About the Author
GEORGE SZANTO is an award-winning novelist, playwright, and non-fiction author. His first novel, Not Working (1982) is the story of a big city cop turned rural househusband. Two collections of short stories, Sixteen Ways to Skin a Cat (1978), and Duets (1989), try to bring some anarchy to an overly-structured universe. Friends & Marriages (1995), follows several interconnected characters over two decades. The Underside of Stones (1990; reprint 2004), part one of the trilogy The Conquests of Mexico, is the story of a Canadian who lives a year in Mexico and finds his life and beliefs progressively subverted and reconstituted; part two, Second Sight (2004), exposes the realms of Mexican wealth and politics; part three, The Condesa of M. (2001; reprint 2005), explores Mexico’s darker religious underworld.
The Canadian edition of Not Working was cited by Books in Canada as one of the five best first novels of 1982. One segment of The Underside of Stones, “How Ali Cran Got His Name,” won a National Magazine Award in 1988. Friends & Marriages won the Hugh MacLennan Prize for Fiction for 1995. A French translation of Stones appeared in 1997 as La face cachée des pierres and in 1999 in Italian as La faccia nascosta delle pietre. A French translation of The Condesa of M. was published in 2004 as La Condesa Marìa Victoria, and Second Sight appeared in 2005 as Double vue.
Szanto’s books of essays and criticism include Inside the Statues of Saints (1996) which explores Mexican life through profiles of contemporary Mexican writers. Narrative Consciousness (1971), Theater and Propaganda (1978), and Narrative Taste: The Matter of Quality (1987), examine writers past and present who subvert commonplace perceptions of everyday life. His plays, which include The New Black Crook (1971), The Great Chinchilla War (1973), The Next Move (1981), and Before It Gets Better (1985), also attempt to overturn the familiar.

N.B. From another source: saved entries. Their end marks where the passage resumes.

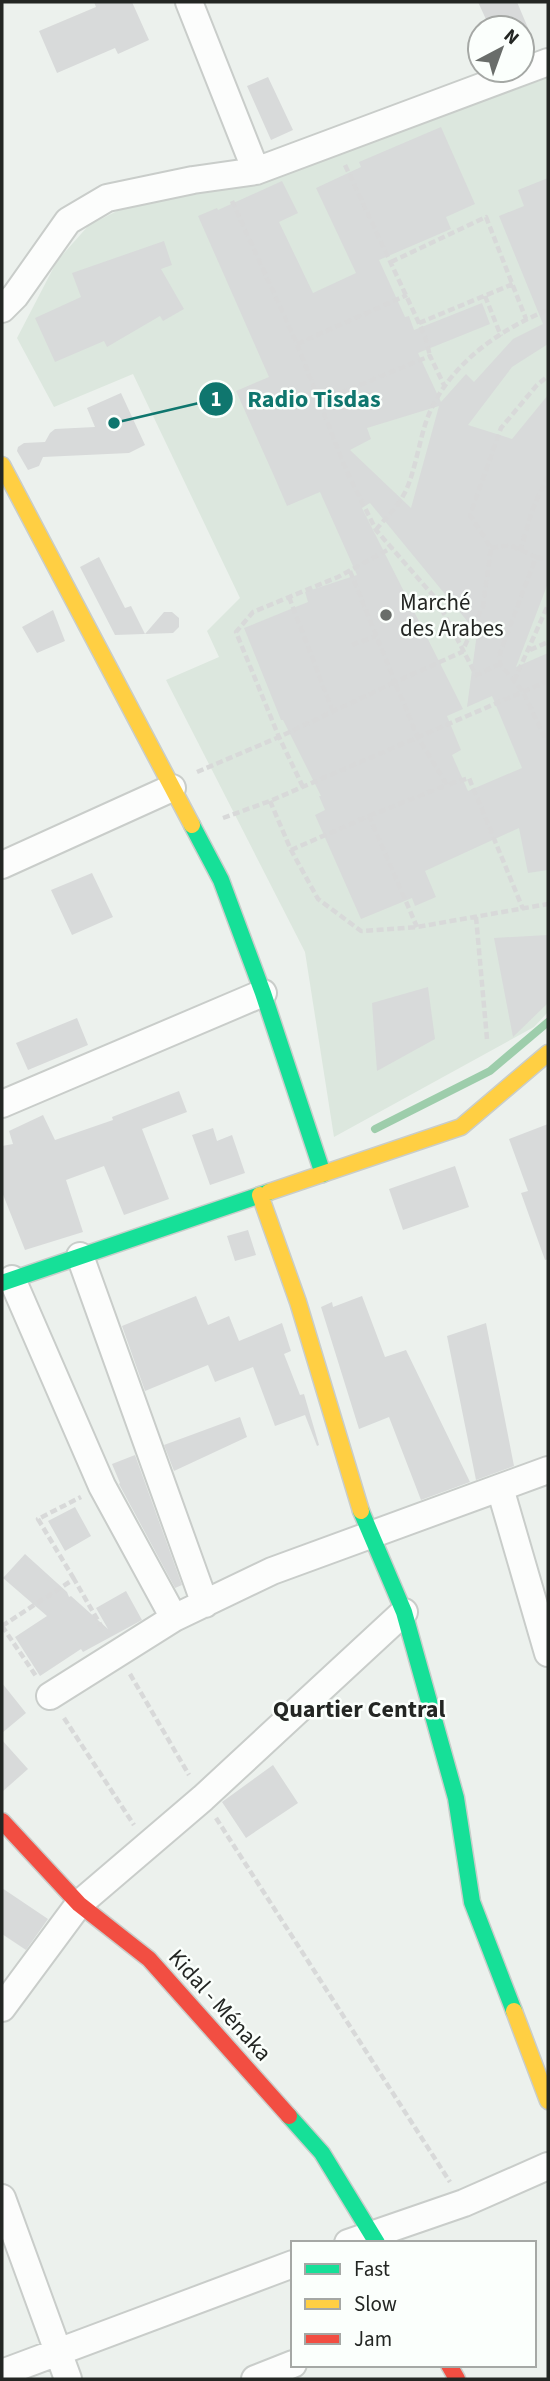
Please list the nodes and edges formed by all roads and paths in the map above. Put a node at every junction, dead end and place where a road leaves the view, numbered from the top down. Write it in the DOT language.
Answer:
graph roads {
  1 [pos="189,2"];
  2 [pos="548,62"];
  3 [pos="334,142"];
  4 [pos="256,172"];
  5 [pos="220,176"];
  6 [pos="391,262"];
  7 [pos="513,284"];
  8 [pos="407,295"];
  9 [pos="485,296"];
  10 [pos="2,309"];
  11 [pos="548,310"];
  12 [pos="526,319"];
  13 [pos="419,323"];
  14 [pos="501,336"];
  15 [pos="297,344"];
  16 [pos="430,356"];
  17 [pos="548,376"];
  18 [pos="444,386"];
  19 [pos="321,401"];
  20 [pos="2,466"];
  21 [pos="548,476"];
  22 [pos="376,530"];
  23 [pos="393,547"];
  24 [pos="491,548"];
  25 [pos="520,551"];
  26 [pos="536,557"];
  27 [pos="548,560"];
  28 [pos="349,571"];
  29 [pos="289,597"];
  30 [pos="548,605"];
  31 [pos="376,636"];
  32 [pos="548,642"];
  33 [pos="352,645"];
  34 [pos="529,650"];
  35 [pos="462,652"];
  36 [pos="500,664"];
  37 [pos="514,681"];
  38 [pos="548,681"];
  39 [pos="395,682"];
  40 [pos="523,692"];
  41 [pos="333,712"];
  42 [pos="417,736"];
  43 [pos="279,737"];
  44 [pos="548,744"];
  45 [pos="447,785"];
  46 [pos="171,786"];
  47 [pos="303,787"];
  48 [pos="270,801"];
  49 [pos="369,816"];
  50 [pos="193,828"];
  51 [pos="291,849"];
  52 [pos="2,865"];
  53 [pos="548,904"];
  54 [pos="523,909"];
  55 [pos="476,917"];
  56 [pos="416,927"];
  57 [pos="263,993"];
  58 [pos="487,1038"];
  59 [pos="548,1053"];
  60 [pos="2,1104"];
  61 [pos="323,1174"];
  62 [pos="260,1195"];
  63 [pos="80,1256"];
  64 [pos="7,1281"];
  65 [pos="548,1470"];
  66 [pos="102,1486"];
  67 [pos="500,1488"];
  68 [pos="370,1535"];
  69 [pos="74,1579"];
  70 [pos="205,1604"];
  71 [pos="404,1612"];
  72 [pos="174,1618"];
  73 [pos="2,1626"];
  74 [pos="117,1653"];
  75 [pos="548,1653"];
  76 [pos="50,1696"];
  77 [pos="203,1798"];
  78 [pos="2,1821"];
  79 [pos="148,1846"];
  80 [pos="79,1904"];
  81 [pos="2,2008"];
  82 [pos="548,2101"];
  83 [pos="548,2166"];
  84 [pos="2,2198"];
  85 [pos="464,2203"];
  86 [pos="366,2240"];
  87 [pos="291,2265"];
  88 [pos="58,2352"];
  89 [pos="291,2365"];
  90 [pos="2,2373"];
  91 [pos="68,2379"];
  92 [pos="256,2379"];
  1 -- 4 [label="street"];
  2 -- 3 [label="street"];
  3 -- 4 [label="street"];
  3 -- 6 [label="path"];
  4 -- 5 [label="street"];
  5 -- 10 [label="street"];
  5 -- 15 [label="path"];
  6 -- 7 [label="path"];
  6 -- 8 [label="path"];
  7 -- 9 [label="path"];
  7 -- 12 [label="path"];
  8 -- 13 [label="path"];
  8 -- 15 [label="path"];
  9 -- 13 [label="path"];
  9 -- 14 [label="path"];
  11 -- 12 [label="path"];
  12 -- 14 [label="path"];
  13 -- 16 [label="path"];
  14 -- 18 [label="path"];
  15 -- 19 [label="path"];
  16 -- 18 [label="path"];
  16 -- 19 [label="path"];
  17 -- 24 [label="path"];
  18 -- 22 [label="path"];
  19 -- 22 [label="path"];
  20 -- 46 [label="street"];
  21 -- 25 [label="path"];
  22 -- 23 [label="path"];
  23 -- 28 [label="path"];
  23 -- 35 [label="path"];
  24 -- 25 [label="path"];
  24 -- 35 [label="path"];
  25 -- 26 [label="path"];
  26 -- 27 [label="path"];
  26 -- 36 [label="path"];
  28 -- 29 [label="path"];
  28 -- 31 [label="path"];
  29 -- 41 [label="path"];
  29 -- 43 [label="path"];
  30 -- 34 [label="path"];
  31 -- 33 [label="path"];
  31 -- 39 [label="path"];
  32 -- 34 [label="path"];
  34 -- 37 [label="path"];
  35 -- 36 [label="path"];
  35 -- 39 [label="path"];
  36 -- 37 [label="path"];
  37 -- 40 [label="path"];
  38 -- 40 [label="path"];
  39 -- 41 [label="path"];
  39 -- 42 [label="path"];
  40 -- 42 [label="path"];
  40 -- 44 [label="path"];
  41 -- 43 [label="path"];
  42 -- 45 [label="path"];
  42 -- 47 [label="path"];
  43 -- 46 [label="path"];
  43 -- 47 [label="path"];
  45 -- 49 [label="path"];
  45 -- 54 [label="path"];
  46 -- 50 [label="street"];
  46 -- 52 [label="street"];
  47 -- 48 [label="path"];
  48 -- 50 [label="path"];
  48 -- 51 [label="path"];
  49 -- 51 [label="path"];
  49 -- 56 [label="path"];
  50 -- 57 [label="street"];
  51 -- 56 [label="path"];
  53 -- 54 [label="path"];
  54 -- 55 [label="path"];
  55 -- 56 [label="path"];
  55 -- 58 [label="path"];
  57 -- 60 [label="street"];
  57 -- 61 [label="street"];
  59 -- 61 [label="street"];
  61 -- 62 [label="street"];
  62 -- 63 [label="street"];
  62 -- 68 [label="street"];
  63 -- 64 [label="street"];
  63 -- 70 [label="street"];
  64 -- 66 [label="street"];
  65 -- 67 [label="street"];
  66 -- 69 [label="path"];
  66 -- 72 [label="street"];
  67 -- 68 [label="street"];
  67 -- 75 [label="street"];
  68 -- 70 [label="street"];
  68 -- 71 [label="street"];
  69 -- 73 [label="path"];
  69 -- 74 [label="path"];
  70 -- 72 [label="street"];
  71 -- 77 [label="street"];
  71 -- 82 [label="street"];
  72 -- 74 [label="street"];
  73 -- 76 [label="path"];
  74 -- 76 [label="street"];
  74 -- 77 [label="path"];
  76 -- 79 [label="path"];
  77 -- 79 [label="street"];
  77 -- 85 [label="path"];
  78 -- 80 [label="street, Kidal - Ménaka"];
  79 -- 80 [label="street"];
  80 -- 81 [label="street"];
  80 -- 86 [label="street, Kidal - Ménaka"];
  83 -- 85 [label="street"];
  84 -- 88 [label="street"];
  85 -- 86 [label="street"];
  87 -- 88 [label="street"];
  88 -- 90 [label="street"];
  88 -- 91 [label="street"];
  89 -- 92 [label="street"];
}
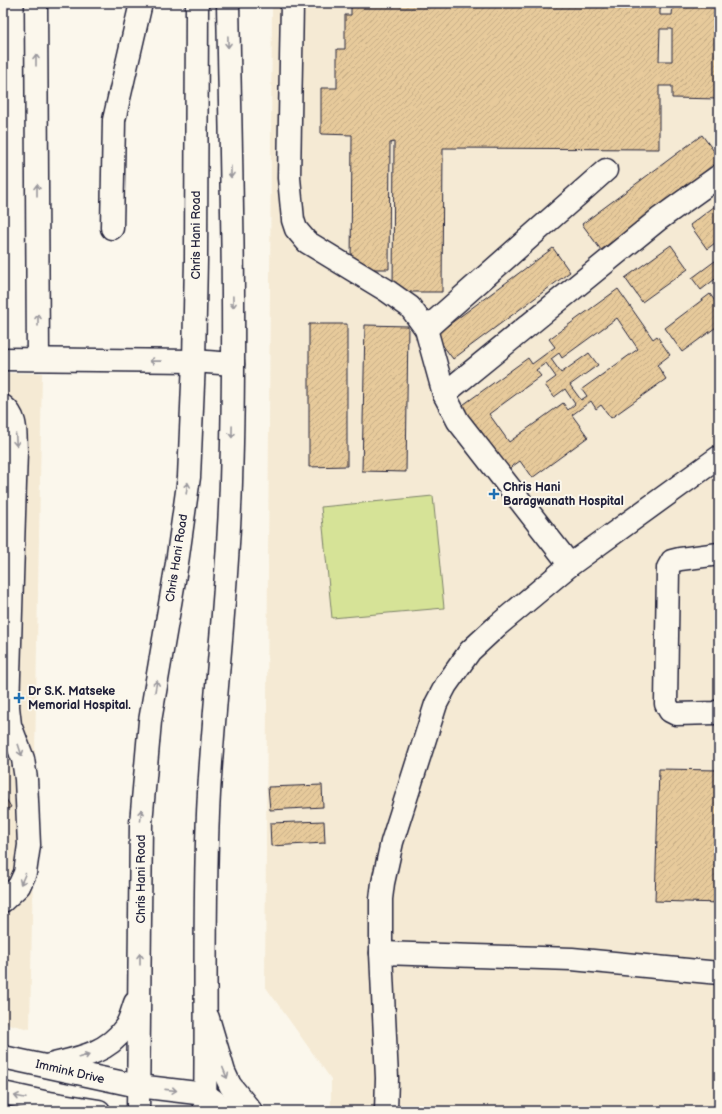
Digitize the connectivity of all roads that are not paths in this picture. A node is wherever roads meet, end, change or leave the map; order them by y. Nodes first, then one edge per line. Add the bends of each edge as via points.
1 (36, 3) edge
2 (141, 3) edge
3 (197, 3) edge
4 (228, 3) edge
5 (292, 3) edge
6 (606, 170) dead end
7 (719, 176) edge
8 (112, 228) dead end
9 (426, 329) junction
10 (3, 359) edge
11 (38, 359) junction
12 (194, 361) junction
13 (233, 364) junction
14 (444, 394) junction
15 (3, 406) edge
16 (719, 457) edge
17 (719, 554) edge
18 (570, 565) junction
19 (719, 712) edge
20 (3, 901) edge
21 (381, 953) junction
22 (719, 973) edge
23 (140, 988) junction
24 (206, 1009) junction
25 (3, 1057) edge
26 (46, 1066) junction
27 (138, 1086) junction
28 (3, 1093) edge
29 (205, 1102) edge
30 (54, 1107) edge
31 (99, 1111) edge
32 (138, 1111) edge
33 (228, 1111) edge
34 (251, 1111) edge
35 (386, 1111) edge

11 -> 1 main road
2 - 8 main road via 114,120
3 - 12 main road, Chris Hani Road
4 -> 13 main road
5 - 9 main road via 289,178 296,229 307,242 410,307
6 - 9 main road
7 - 14 main road via 659,219
9 - 14 main road
10 - 11 main road
12 -> 11 main road
12 - 13 main road
23 -> 12 main road, Chris Hani Road via 142,807 150,721 189,477
13 -> 24 main road via 231,485 208,808
14 - 18 main road via 458,421
15 -> 20 main road via 11,413 15,427 16,451 8,707 10,725 23,759 29,845 25,873 19,886
16 - 18 main road
17 - 19 main road via 672,561 668,568 666,704 670,711 676,714
18 - 21 main road via 470,651 436,704 386,864 381,899
21 - 22 main road via 572,958
21 - 35 main road via 387,1078
26 -> 23 main road via 94,1053 106,1047 125,1028
23 - 27 main road, Chris Hani Road
24 - 29 main road
24 -> 34 main road via 224,1072 230,1085
25 - 26 main road, Immink Drive
26 - 27 main road, Immink Drive
27 -> 29 main road, Immink Drive
27 - 32 main road, Chris Hani Road
30 -> 28 main road
29 - 33 main road
30 - 31 main road

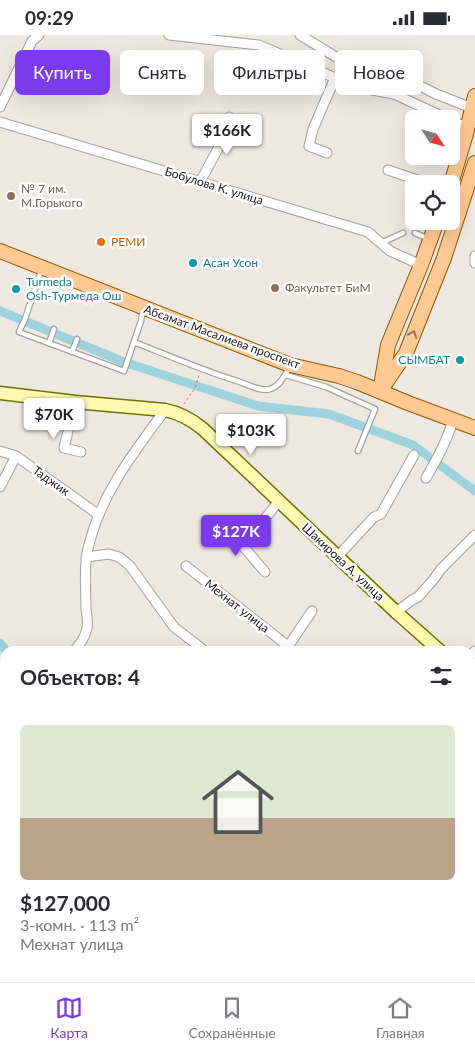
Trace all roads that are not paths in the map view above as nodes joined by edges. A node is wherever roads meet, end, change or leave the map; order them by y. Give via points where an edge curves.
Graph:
1 (39, 35) edge
2 (170, 35) edge
3 (300, 35) edge
4 (335, 78) joint
5 (398, 95) edge
6 (474, 102) edge
7 (0, 107) edge
8 (431, 110) edge
9 (229, 117) dead end
10 (0, 122) edge
11 (460, 124) edge
12 (468, 128) junction
13 (327, 153) dead end
14 (475, 163) edge
15 (388, 170) dead end
16 (454, 175) edge
17 (405, 176) edge
18 (200, 182) junction
19 (434, 230) edge
20 (403, 233) dead end
21 (414, 233) dead end
22 (430, 240) junction
23 (381, 243) junction
24 (0, 251) edge
25 (475, 257) edge
26 (475, 263) edge
27 (421, 265) junction
28 (42, 269) junction
29 (143, 308) junction
30 (54, 329) dead end
31 (76, 339) dead end
32 (50, 341) junction
33 (134, 342) junction
34 (72, 349) junction
35 (288, 370) junction
36 (380, 391) junction
37 (0, 393) edge
38 (75, 402) junction
39 (165, 410) junction
40 (454, 420) junction
41 (475, 427) edge
42 (0, 451) edge
43 (358, 451) dead end
44 (81, 452) dead end
45 (414, 455) dead end
46 (16, 457) junction
47 (426, 477) dead end
48 (0, 487) edge
49 (279, 501) junction
50 (99, 515) junction
51 (220, 529) dead end
52 (475, 535) edge
53 (243, 547) junction
54 (338, 556) junction
55 (86, 557) junction
56 (186, 566) dead end
57 (265, 572) dead end
58 (312, 611) dead end
59 (396, 612) junction
60 (78, 646) edge
61 (199, 646) edge
62 (282, 646) edge
63 (288, 646) edge
64 (434, 646) edge

1 - 7 street via 32,41
2 - 4 street via 259,45
3 - 6 street via 341,60 394,73 436,95
4 - 13 street via 313,129 310,146
5 - 8 street
6 - 12 main road
9 - 18 street via 224,129 226,132
10 - 18 street, Бобулова К. улица
11 - 12 street
12 - 16 main road
36 -> 14 main road via 406,353 444,258
15 - 17 street
18 - 23 street, Бобулова К. улица via 368,232
19 - 22 main road
20 - 23 lane
21 - 22 lane
22 - 27 main road
23 - 27 street, Бобулова К. улица via 390,251
24 - 28 main road, Абсамат Масалиева проспект
25 - 26 street
27 - 36 main road via 388,345
28 - 29 main road, Абсамат Масалиева проспект
28 - 32 lane via 19,332
29 - 33 lane
29 - 35 main road, Абсамат Масалиева проспект
30 - 32 lane
31 - 34 lane
32 - 34 lane
33 - 34 lane via 124,371
33 - 35 lane via 260,389 275,387
35 - 36 main road, Абсамат Масалиева проспект via 339,376
35 - 43 lane via 375,409
36 - 40 main road, Абсамат Масалиева проспект
37 - 38 main road, Шакирова А. улица
38 - 39 main road, Шакирова А. улица
38 - 44 street via 64,448
39 - 49 main road, Шакирова А. улица via 191,419
39 - 50 street via 125,464
40 - 41 main road, Абсамат Масалиева проспект
40 - 47 street
42 - 46 street, Таджик
45 - 54 street via 381,514 374,517
46 - 48 street
46 - 50 street, Таджик
49 - 53 street
49 - 54 main road, Шакирова А. улица
50 - 55 street
51 - 53 street
52 - 59 street via 418,597
53 - 57 street
54 - 59 main road, Шакирова А. улица
55 - 60 street via 87,628
55 - 61 street via 109,554 119,557 130,566 174,627
56 - 62 street, Мехнат улица
58 - 63 street
59 - 64 main road, Шакирова А. улица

With Sandy Frances Duncan, Szanto created the Islands Investigations International mystery series, including Never Sleep with a Suspect (on Gabriola Island) in 2009, Always Kiss the Corpse (on Whidbey Island) in 2010, and, in 2011, Never Hug a Mugger (on Quadra Island). In Spring 2011, Brindle and Glass published The Tartarus House on Crab.
Szanto was born in 1940 in Derry, Northern Ireland, the son of Viennese refugees who, the year before, had fled Hitler and anti-Semitism. He grew up in Ireland, England, and later New Hampshire in the United States. He attended Dartmouth College, Goethe Universität in Frankfurt/Main, Université d’Aix-en-Provence, and Harvard University. He received his doctorate from Harvard University in 1967. He has taught at Harvard, at the University of California San Diego, and for twenty-six years at McGill University where, in 2000, he was named professor emeritus. He was made a Fellow of the Royal Society of Canada in 1988. He now lives on Gabriola Island in the Salish Sea, west of Vancouver, BC.